Il Mondiale 2026 rischia seriamente di partire senza una delle sue sedi principali negli Stati Uniti. La cittadina di Foxborough, nel Massachusetts, con meno di 19mila abitanti, ha messo in discussione l'intera organizzazione delle gare previste al Gillette Stadium portando avanti uno scontro che coinvolge il piccolo comune, gli organizzatori locali e la società proprietaria dell'impianto sulla gestione dei costi legati alla sicurezza dell'evento.
Al centro della controversia c'è una cifra precisa: 7,8 milioni di dollari. Il consiglio comunale sostiene che nessuno ha mai firmato un accordo ufficiale che prevedesse l'accoglienza della Coppa del Mondo e teme che il peso finanziario dell'operazione sicurezza finisca per gravare sulle spalle dei residenti, un carico che il bilancio locale non è in grado di sopportare. D'altra parte il comitato Boston 26 e la Kraft Sports & Entertainment, società che controlla lo stadio, assicurano che i fondi arriveranno principalmente da sovvenzioni pubbliche federali, enti statali e sponsor privati. Il problema è che il denaro non è ancora arrivato, alimentando la sfiducia delle autorità locali.

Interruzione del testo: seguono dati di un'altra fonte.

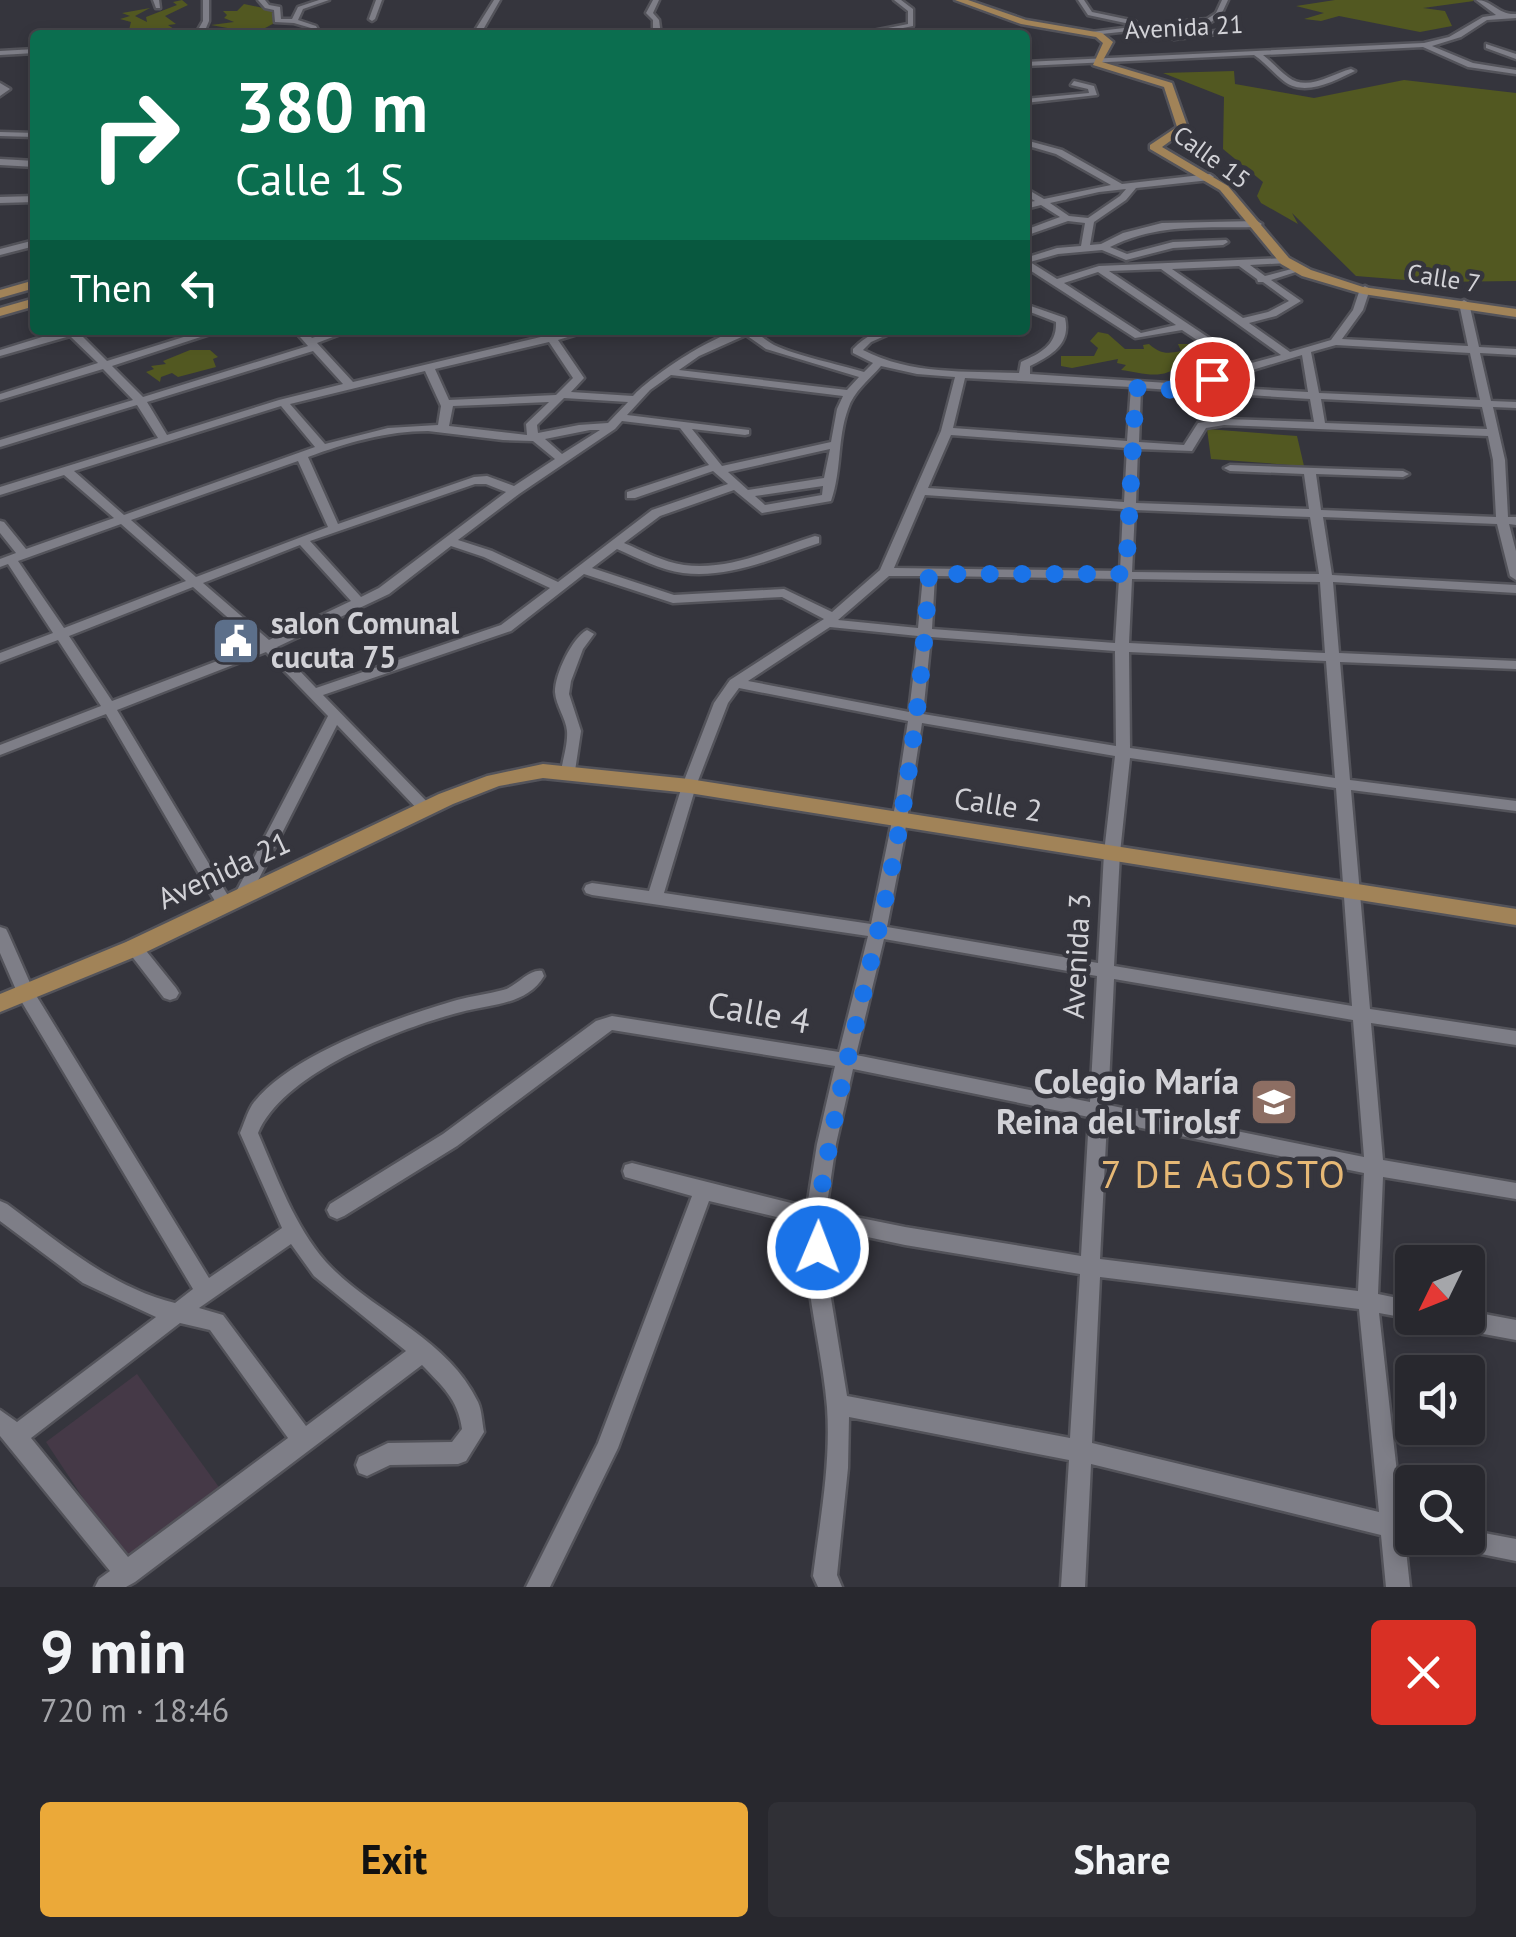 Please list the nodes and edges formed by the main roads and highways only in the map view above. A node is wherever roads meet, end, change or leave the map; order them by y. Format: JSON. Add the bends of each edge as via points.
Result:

Gli organizzatori hanno già messo insieme circa 2 milioni di dollari e affermano di contare su oltre 30 milioni provenienti da diverse fonti pubbliche e commerciali. Cifre importanti sulla carta, ma che finora non hanno convinto chi amministra il comune. Foxborough richiede rassicurazioni concrete prima di rilasciare la licenza necessaria per l'evento: senza garanzie di copertura finanziaria preventiva, la scure potrebbe abbattersi sugli incontri programmati in Massachusetts, compresi un quarto di finale e sei altre partite della fase a gironi.
Il nodo verrà sciolto il 17 marzo, data in cui il consiglio comunale voterà sulla concessione del permesso richiesto dalla FIFA. Se le parti non dovessero trovare un'intesa entro quella scadenza, le conseguenze potrebbero essere serie: le gare previste nel Massachusetts andrebbero annullate, costringendo gli organizzatori a trovare soluzioni alternative in extremis e creando un danno organizzativo notevole per il torneo mondiale.